Un gioco di ruolo invece non esiste senza uno spazio immaginato condiviso. Pensate alla classica sessione di D&D in una locanda: il DM vi descrive una bettola puzzolente dove tutti vi guardano con occhio torvo e intenzioni poco raccomandabili. Uno di questi tizi, alto quanto un armadio e altrettanto grosso, vi spintona con la spalla e vi dice: «sterco di goblin, guarda dove metti i piedi o ti stacco la testa». Voi rispondete con un bel pugno sul grugno. 

Tutto questo avviene all'interno di uno spazio immaginato condiviso e non esiste al di là delle narrazioni dei giocatori. Senza questo spazio immaginato il gioco non esisterebbe (si, nonostante la griglia di battaglia).
Illustrazione di Svetlin Velinov
Quindi ogni gioco di ruolo è narrativo proprio perché non esiste senza uno spazio immaginato condiviso, e per avere questo bisogna narrare. Narra il GM, che vi dice dove siete e chi c'è attorno a voi, e narrano anche i giocatori, perché quando dite che voi fate qualcosa (tipo: «sfodero la spada») a farlo è il vostro personaggio, non voi. Voi state narrando utilizzando la tecnica della prima persona (niente vi vieterebbe di narrare anche in terza persona, volendo). 

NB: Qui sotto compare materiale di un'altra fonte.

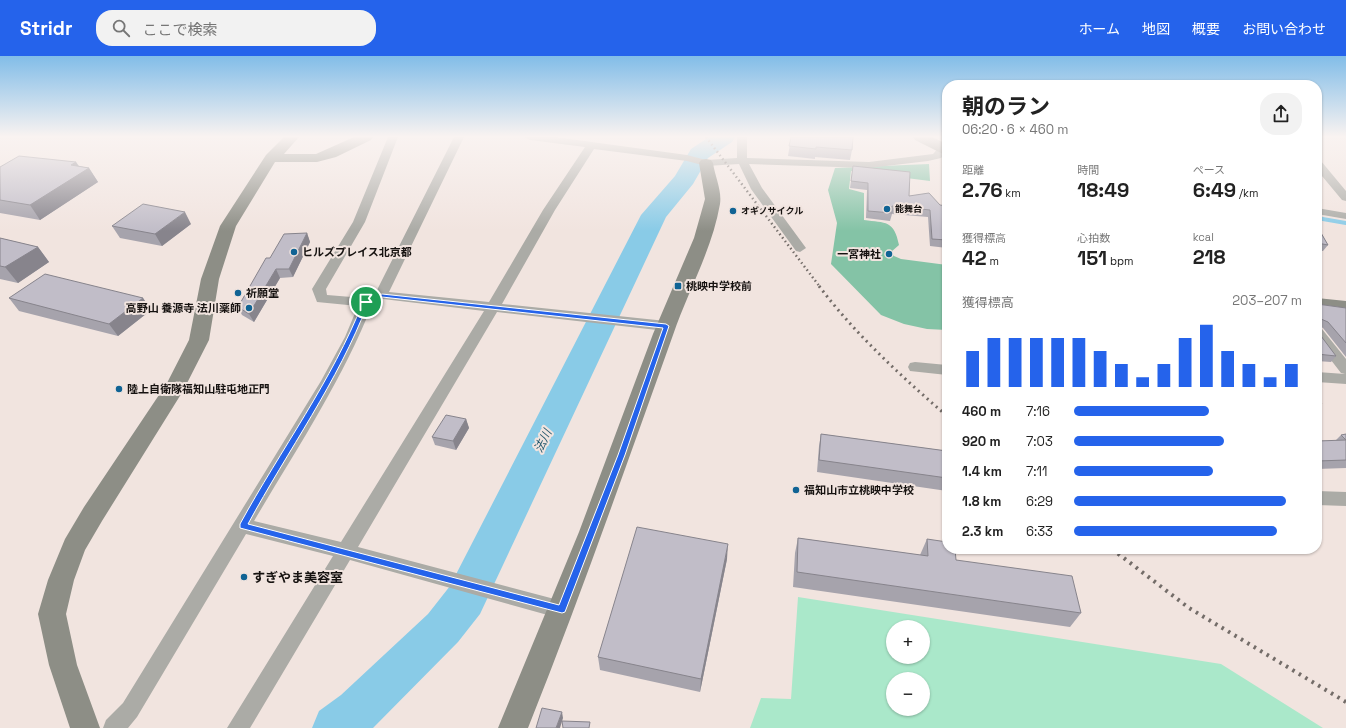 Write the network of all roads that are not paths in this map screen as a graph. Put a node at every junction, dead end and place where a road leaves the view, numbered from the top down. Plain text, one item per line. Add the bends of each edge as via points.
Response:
1 (264, 168) edge
2 (380, 168) edge
3 (443, 168) edge
4 (576, 168) edge
5 (706, 168) edge
6 (746, 168) edge
7 (1322, 169) edge
8 (1346, 198) edge
9 (1322, 212) edge
10 (1346, 216) edge
11 (800, 248) dead end
12 (382, 295) junction
13 (366, 302) junction
14 (1322, 305) edge
15 (493, 307) junction
16 (1346, 307) edge
17 (666, 326) junction
18 (1322, 339) edge
19 (915, 366) dead end
20 (942, 369) edge
21 (1346, 370) edge
22 (1322, 377) edge
23 (1346, 379) edge
24 (1322, 498) edge
25 (1346, 499) edge
26 (242, 526) junction
27 (346, 551) junction
28 (562, 610) junction
29 (85, 728) edge
30 (114, 728) edge
31 (238, 728) edge
32 (513, 728) edge

1 - 29 street via 243,200 226,233 210,279 199,340 176,386 74,547 61,580 52,614 63,665
2 - 13 street via 358,222 319,289 322,299
3 - 12 street
4 - 15 street
5 - 17 street via 713,187 712,203 700,246
6 - 11 street via 757,190
7 - 8 street
9 - 10 street
12 - 13 street
12 - 15 street
13 - 26 street via 352,337 328,384
14 - 16 street
15 - 17 street
15 - 27 street
17 - 28 street via 621,455
18 - 21 street
19 - 20 street
22 - 23 street
24 - 25 street
26 - 27 street
26 - 30 street via 130,710
27 - 28 street
27 - 31 street
28 - 32 street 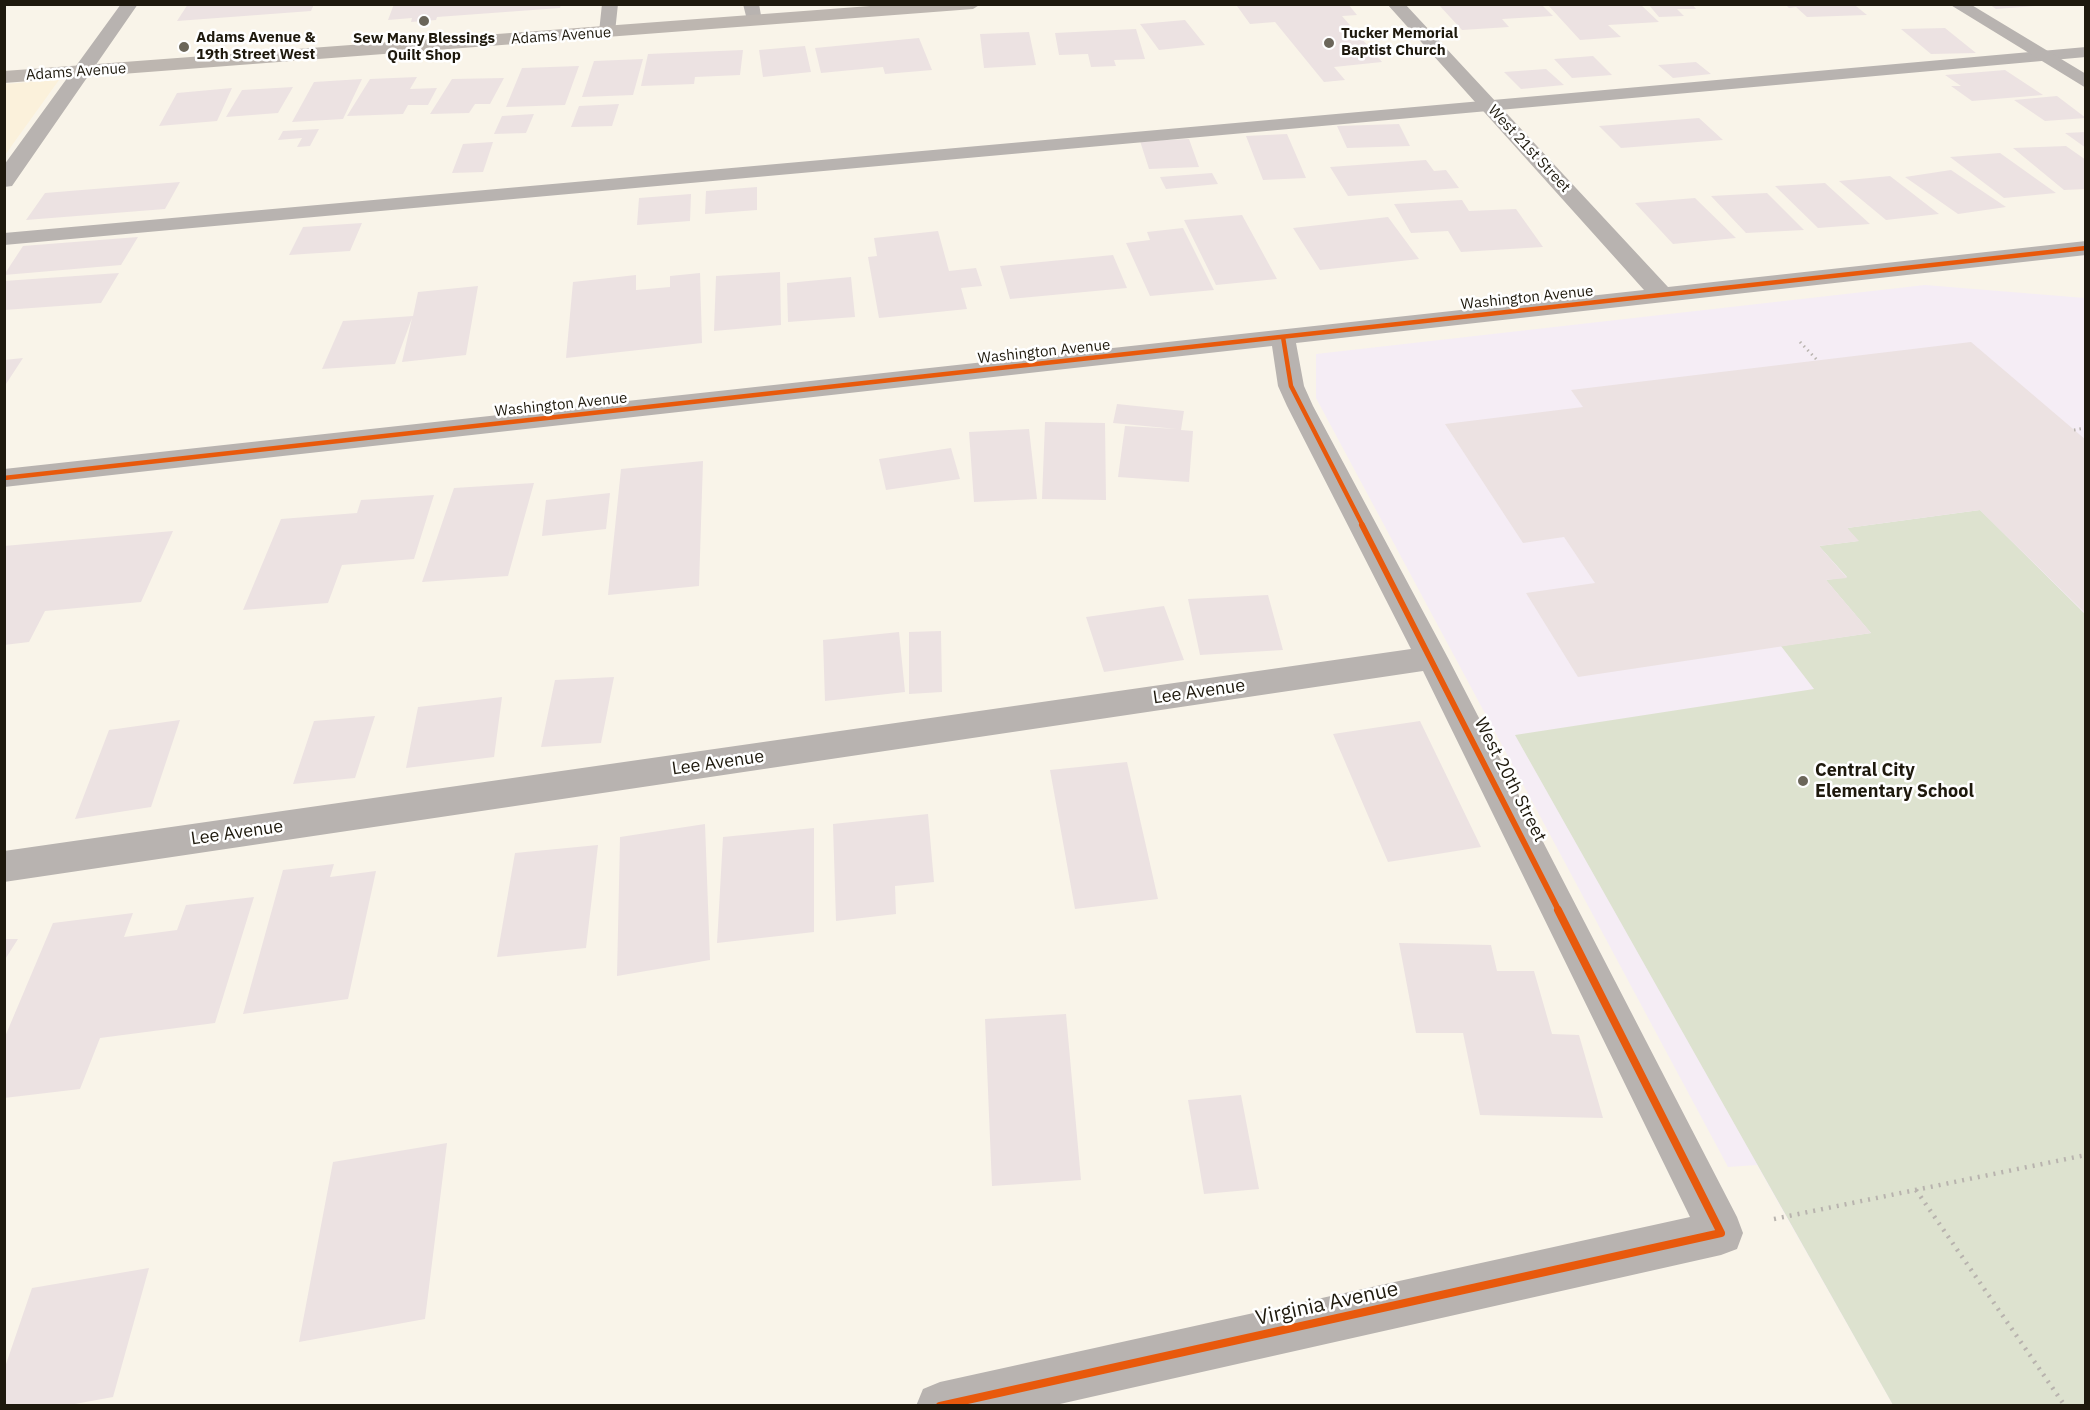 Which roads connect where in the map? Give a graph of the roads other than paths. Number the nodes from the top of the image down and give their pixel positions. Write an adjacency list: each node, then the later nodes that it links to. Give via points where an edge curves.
1 (130, 4): 11 (street)
2 (610, 4): 8 (lane)
3 (973, 4): 6 (main road, Adams Avenue)
4 (1395, 4): 14 (street, West 21st Street)
5 (1957, 4): 10 (street)
6 (886, 8): 7 (main road, Adams Avenue)
7 (753, 13): 8 (main road, Adams Avenue)
8 (607, 32): 11 (main road, Adams Avenue)
9 (2085, 52): 10 (lane)
10 (2043, 56): 13 (street); 14 (lane)
11 (82, 72): 12 (main road, Adams Avenue); 15 (street)
12 (4, 77)
13 (2085, 82)
14 (1489, 107): 16 (lane); 18 (street, West 21st Street)
15 (4, 181)
16 (4, 239)
17 (2085, 248): 18 (street, Washington Avenue)
18 (1662, 295): 19 (street, Washington Avenue)
19 (1283, 337): 20 (street, Washington Avenue); 21 (street, West 20th Street, via 1291,387)
20 (4, 478)
21 (1432, 658): 22 (street, Lee Avenue); 23 (street, West 20th Street)
22 (4, 867)
23 (1721, 1233): 24 (street, Virginia Avenue)
24 (940, 1406)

È per questo motivo che trovo il termine "narrativo" altamente inadatto a descrivere i giochi privi di physical engine, perché ogni gioco è narrativo. Esattamente come trovo fuorviante anche il termine "simulativo" e persino il termine "phsycal engine". 

I giochi simulativi non simulano proprio nulla, hanno semplicemente delle regole per gestire direttamente alcuni elementi dello spazio immaginato condiviso. Sono regole che filtrano comunque la narrazione e non possono esistere senza di essa. Per applicare la regola che vi dice che il vostro personaggio si becca n danni ogni 3 metri di caduta, beh, nello spazio immaginato condiviso deve accadere qualcosa che permetta di usare quella regola: il vostro personaggio deve cadere per almeno 3 metri. Questa e regole simili non possono esistere senza narrazione.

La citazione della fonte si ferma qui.